“For he is not a Jew who is one outwardly, nor is circumcision that which is outward in the flesh; but he is a Jew who is one inwardly; and circumcision is that of the heart, in the Spirit, not in the letter; whose praise is not from men but from God” (Romans 2:28, 29).
“Absurdity will be found to result – which is – in circulation with so many – that good comes of evil; that evil is the cause of good, and that one of the two is necessary…And himself meaning to show this too, he introduces the Greeks (gentiles) as the fathers of these opinions…Tell me what do you have to say to the Greek if you plunder and are covetous (yourself)?
Will you say, ‘Forsake idolatry, acknowledge God, and do not draw near to gold and silver?’ Will he not then make a joke of you and say, ‘Talk to yourself first that way!’…Now do not tell me that you do not worship an image of gold but make clear to me, that you also do not do things demanded of you by gold’.
For there are different kinds of idolatry: one holds mammon Lord, and another his belly his god, and a third baneful lust…You butcher your own soul (following these passions). [People follow with] greater obedience you do all that they (these passions) command you, whether it be your belly, or money, or the tyranny of lust.

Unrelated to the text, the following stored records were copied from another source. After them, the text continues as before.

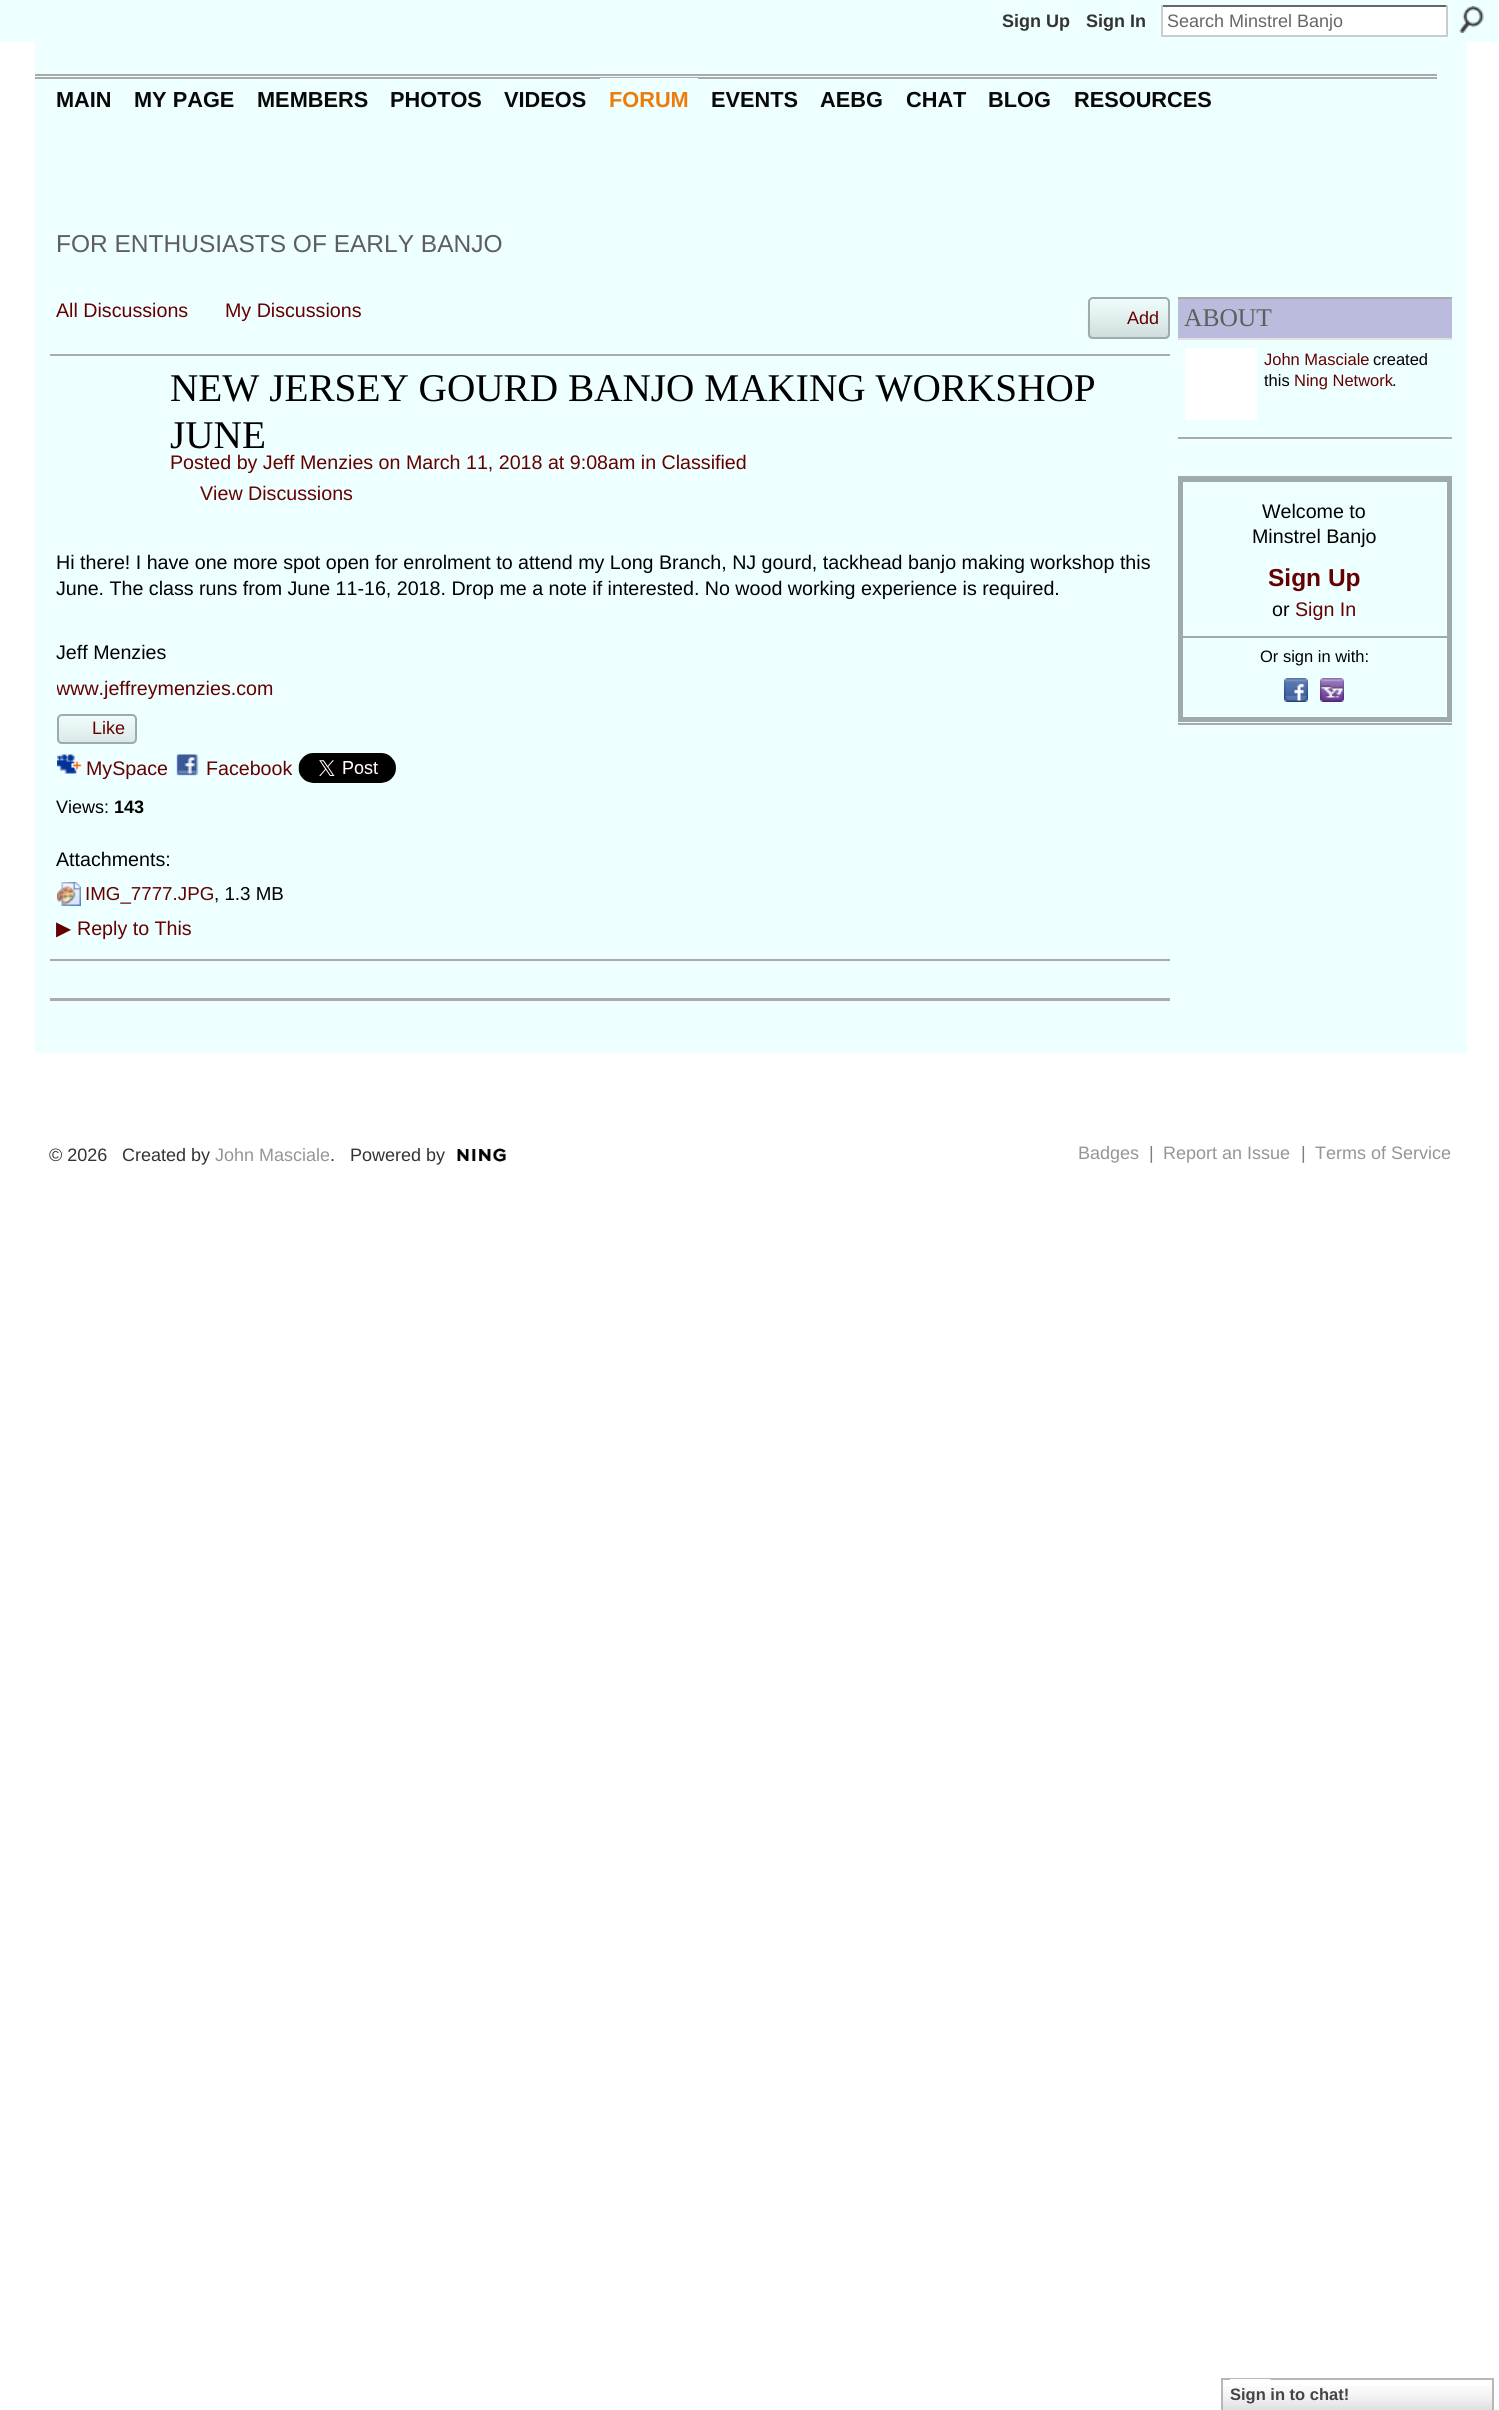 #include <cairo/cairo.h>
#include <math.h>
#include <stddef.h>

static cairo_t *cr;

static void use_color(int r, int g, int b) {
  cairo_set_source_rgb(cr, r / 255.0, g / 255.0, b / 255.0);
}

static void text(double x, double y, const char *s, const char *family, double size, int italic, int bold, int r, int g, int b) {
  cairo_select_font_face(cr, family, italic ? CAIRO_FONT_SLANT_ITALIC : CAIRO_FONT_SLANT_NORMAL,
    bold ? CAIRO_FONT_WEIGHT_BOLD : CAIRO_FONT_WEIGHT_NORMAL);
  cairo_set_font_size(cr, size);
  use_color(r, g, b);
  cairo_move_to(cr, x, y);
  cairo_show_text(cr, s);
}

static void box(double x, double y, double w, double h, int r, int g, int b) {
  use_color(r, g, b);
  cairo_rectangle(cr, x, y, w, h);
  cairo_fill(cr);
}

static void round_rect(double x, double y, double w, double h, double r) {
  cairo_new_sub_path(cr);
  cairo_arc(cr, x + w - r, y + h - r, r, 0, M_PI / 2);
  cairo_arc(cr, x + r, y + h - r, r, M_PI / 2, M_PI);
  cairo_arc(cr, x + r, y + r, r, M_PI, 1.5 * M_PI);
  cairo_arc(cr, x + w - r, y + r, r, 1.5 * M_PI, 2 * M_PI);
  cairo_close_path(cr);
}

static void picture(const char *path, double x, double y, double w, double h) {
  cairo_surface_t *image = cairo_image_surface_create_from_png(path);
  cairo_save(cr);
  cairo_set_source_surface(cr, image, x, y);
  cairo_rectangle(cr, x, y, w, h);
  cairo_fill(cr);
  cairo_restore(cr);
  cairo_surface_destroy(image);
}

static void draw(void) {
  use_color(255, 255, 255);
  cairo_paint(cr);
  box(0, 0, 1499, 42, 238, 255, 255);
  box(1163, 7, 283, 28, 255, 255, 255);
  box(1161, 5, 287, 2, 102, 102, 102);
  box(1446, 5, 2, 31, 204, 204, 204);
  box(1161, 35, 287, 2, 204, 204, 204);
  box(1161, 5, 2, 31, 204, 204, 204);
  picture("img_01.png", 1459, 6, 25, 27);
  box(35, 42, 1432, 1011, 238, 255, 255);
  box(35, 74, 1402, 2, 170, 170, 170);
  box(35, 77, 1402, 2, 170, 170, 170);
  box(600, 78, 98, 1, 238, 255, 255);
  picture("img_02.png", 1087, 300, 83, 39);
  round_rect(1089, 298, 80, 40, 4);
  use_color(159, 170, 170);
  cairo_stroke(cr);
  box(50, 354, 1120, 2, 170, 170, 170);
  box(50, 959, 1120, 2, 170, 170, 170);
  picture("img_03.png", 57, 717, 80, 27);
  round_rect(58, 715, 78, 28, 4);
  use_color(159, 170, 170);
  cairo_stroke(cr);
  picture("img_04.png", 57, 754, 26, 20);
  picture("img_05.png", 176, 754, 23, 22);
  picture("img_06.png", 298, 753, 98, 30);
  picture("img_07.png", 57, 882, 24, 24);
  box(50, 998, 1120, 3, 170, 170, 170);
  box(1178, 297, 274, 2, 170, 170, 170);
  box(1178, 437, 274, 2, 170, 170, 170);
  box(1178, 299, 274, 39, 187, 187, 221);
  box(1178, 338, 274, 2, 225, 225, 225);
  box(1185, 348, 72, 72, 255, 255, 255);
  box(1178, 476, 274, 1, 170, 170, 170);
  box(1178, 723, 274, 2, 170, 170, 170);
  cairo_rectangle(cr, 1180.5, 479.5, 269, 240);
  use_color(159, 170, 170);
  cairo_set_line_width(cr, 5);
  cairo_stroke(cr);
  box(1182, 636, 266, 2, 159, 170, 170);
  picture("img_08.png", 1284, 678, 24, 24);
  picture("img_09.png", 1320, 678, 24, 24);
  picture("img_10.png", 457, 1148, 49, 14);
  picture("img_11.png", 1223, 2386, 269, 24);
  cairo_rectangle(cr, 1222, 2379, 271, 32);
  use_color(183, 183, 183);
  cairo_set_line_width(cr, 2);
  cairo_stroke(cr);
  picture("img_12.png", 1230, 2379, 41, 1);
  text(1002, 27, "Sign Up", "Liberation Sans", 18, 0, 1, 51, 51, 51);
  text(1086, 27, "Sign In", "Liberation Sans", 18, 0, 1, 51, 51, 51);
  text(1167, 27, "Search Minstrel Banjo", "Liberation Sans", 18, 0, 0, 102, 102, 102);
  text(56, 107, "MAIN", "Liberation Sans", 21.75, 0, 1, 8, 8, 8);
  text(134, 107, "MY PAGE", "Liberation Sans", 21.75, 0, 1, 8, 8, 8);
  text(257, 107, "MEMBERS", "Liberation Sans", 21.75, 0, 1, 8, 8, 8);
  text(390, 107, "PHOTOS", "Liberation Sans", 21.75, 0, 1, 8, 8, 8);
  text(504, 107, "VIDEOS", "Liberation Sans", 21.75, 0, 1, 8, 8, 8);
  text(609, 107, "FORUM", "Liberation Sans", 21.75, 0, 1, 237, 123, 9);
  text(711, 107, "EVENTS", "Liberation Sans", 21.75, 0, 1, 8, 8, 8);
  text(820, 107, "AEBG", "Liberation Sans", 21.75, 0, 1, 8, 8, 8);
  text(906, 107, "CHAT", "Liberation Sans", 21.75, 0, 1, 8, 8, 8);
  text(988, 107, "BLOG", "Liberation Sans", 21.75, 0, 1, 8, 8, 8);
  text(1074, 107, "RESOURCES", "Liberation Sans", 21.75, 0, 1, 8, 8, 8);
  text(56, 252, "FOR ENTHUSIASTS OF EARLY BANJO", "Liberation Sans", 24.5, 0, 0, 94, 94, 94);
  text(56, 317, "All Discussions", "Liberation Sans", 19.65, 0, 0, 102, 0, 0);
  text(225, 317, "My Discussions", "Liberation Sans", 19.65, 0, 0, 102, 0, 0);
  text(1127, 324, "Add", "Liberation Sans", 18, 0, 0, 102, 0, 0);
  text(170, 401, "NEW JERSEY GOURD BANJO MAKING WORKSHOP", "Liberation Serif", 39.25, 0, 0, 0, 0, 0);
  text(170, 448, "JUNE", "Liberation Serif", 39.25, 0, 0, 0, 0, 0);
  text(170, 469, "Posted by Jeff Menzies on March 11, 2018 at 9:08am in Classified", "Liberation Sans", 19.65, 0, 0, 102, 0, 0);
  text(200, 500, "View Discussions", "Liberation Sans", 19.65, 0, 0, 102, 0, 0);
  text(56, 569, "Hi there! I have one more spot open for enrolment to attend my Long Branch, NJ gourd, tackhead banjo making workshop this", "Liberation Sans", 19.65, 0, 0, 0, 0, 0);
  text(56, 595, "June. The class runs from June 11-16, 2018. Drop me a note if interested. No wood working experience is required.", "Liberation Sans", 19.65, 0, 0, 0, 0, 0);
  text(56, 659, "Jeff Menzies", "Liberation Sans", 19.65, 0, 0, 0, 0, 0);
  cairo_save(cr);
  cairo_rectangle(cr, 57, 549, 1106, 152);
  cairo_clip(cr);
  text(56, 695, "www.jeffreymenzies.com", "Liberation Sans", 19.65, 0, 0, 102, 0, 0);
  cairo_restore(cr);
  text(92, 734, "Like", "Liberation Sans", 18, 0, 0, 102, 0, 0);
  text(86, 775, "MySpace", "Liberation Sans", 19.65, 0, 0, 102, 0, 0);
  text(206, 775, "Facebook", "Liberation Sans", 19.65, 0, 0, 102, 0, 0);
  text(56, 813, "Views:", "Liberation Sans", 18, 0, 0, 0, 0, 0);
  text(114, 813, "143", "Liberation Sans", 18, 0, 1, 0, 0, 0);
  text(56, 866, "Attachments:", "Liberation Sans", 19.65, 0, 0, 0, 0, 0);
  text(85, 900, "IMG_7777.JPG", "Liberation Sans", 18.75, 0, 0, 102, 0, 0);
  text(214, 900, ", 1.3 MB", "Liberation Sans", 18.75, 0, 0, 0, 0, 0);
  text(56, 935, "▶", "DejaVu Sans", 19.65, 0, 0, 102, 0, 0);
  text(77, 935, "Reply to This", "Liberation Sans", 19.65, 0, 0, 102, 0, 0);
  text(1184, 326, "ABOUT", "Liberation Serif", 25.5, 0, 0, 94, 94, 94);
  text(1264, 365, "John Masciale", "Liberation Sans", 16.5, 0, 0, 102, 0, 0);
  text(1373, 365, "created", "Liberation Sans", 16.5, 0, 0, 0, 0, 0);
  text(1264, 386, "this", "Liberation Sans", 16.5, 0, 0, 0, 0, 0);
  text(1294, 386, "Ning Network", "Liberation Sans", 16.5, 0, 0, 102, 0, 0);
  text(1392, 386, ".", "Liberation Sans", 16.5, 0, 0, 0, 0, 0);
  text(1262, 518, "Welcome to", "Liberation Sans", 19.65, 0, 0, 0, 0, 0);
  text(1252, 543, "Minstrel Banjo", "Liberation Sans", 19.65, 0, 0, 0, 0, 0);
  text(1268, 586, "Sign Up", "Liberation Sans", 24.5, 0, 1, 102, 0, 0);
  text(1272, 616, "or", "Liberation Sans", 19.65, 0, 0, 0, 0, 0);
  text(1295, 616, "Sign In", "Liberation Sans", 19.65, 0, 0, 102, 0, 0);
  text(1260, 662, "Or sign in with:", "Liberation Sans", 16.5, 0, 0, 0, 0, 0);
  text(49, 1161, "© 2026", "Liberation Sans", 18, 0, 0, 51, 51, 51);
  text(122, 1161, "Created by", "Liberation Sans", 18, 0, 0, 51, 51, 51);
  text(215, 1161, "John Masciale", "Liberation Sans", 18, 0, 0, 149, 149, 149);
  text(330, 1161, ".", "Liberation Sans", 18, 0, 0, 51, 51, 51);
  text(350, 1161, "Powered by", "Liberation Sans", 18, 0, 0, 51, 51, 51);
  text(1078, 1159, "Badges", "Liberation Sans", 18, 0, 0, 149, 149, 149);
  text(1149, 1159, "|", "Liberation Sans", 18, 0, 0, 119, 128, 128);
  text(1163, 1159, "Report an Issue", "Liberation Sans", 18, 0, 0, 149, 149, 149);
  text(1301, 1159, "|", "Liberation Sans", 18, 0, 0, 119, 128, 128);
  text(1315, 1159, "Terms of Service", "Liberation Sans", 18, 0, 0, 149, 149, 149);
  text(1230, 2400, "Sign in to chat!", "Liberation Sans", 16.5, 0, 1, 69, 69, 69);
}

int main(void) {
  cairo_surface_t *surface = cairo_image_surface_create(CAIRO_FORMAT_RGB24, 1499, 2410);
  cr = cairo_create(surface);
  cairo_font_options_t *options = cairo_font_options_create();
  cairo_font_options_set_hint_metrics(options, CAIRO_HINT_METRICS_OFF);
  cairo_font_options_set_hint_style(options, CAIRO_HINT_STYLE_NONE);
  cairo_set_font_options(cr, options);
  cairo_set_miter_limit(cr, 4);
  draw();
  cairo_surface_write_to_png(surface, "out.png");
  cairo_font_options_destroy(options);
  cairo_destroy(cr);
  cairo_surface_destroy(surface);
  return 0;
}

For this is just what makes gentiles [lost and unappealing to themselves and others]; that they made gods of our Bacchus…
I therefore exhort you to lay to heart the exceeding unseemliness of all this, and to flee from idolatry; for so Paul names all of it as covetousness. And flee not only covetousness in money but, the same desires of clothing, food, and everything else.
Reflection of St. John Chrysostom, Homily VI on Romans, Chapter 2 – from the 4th Century, AD.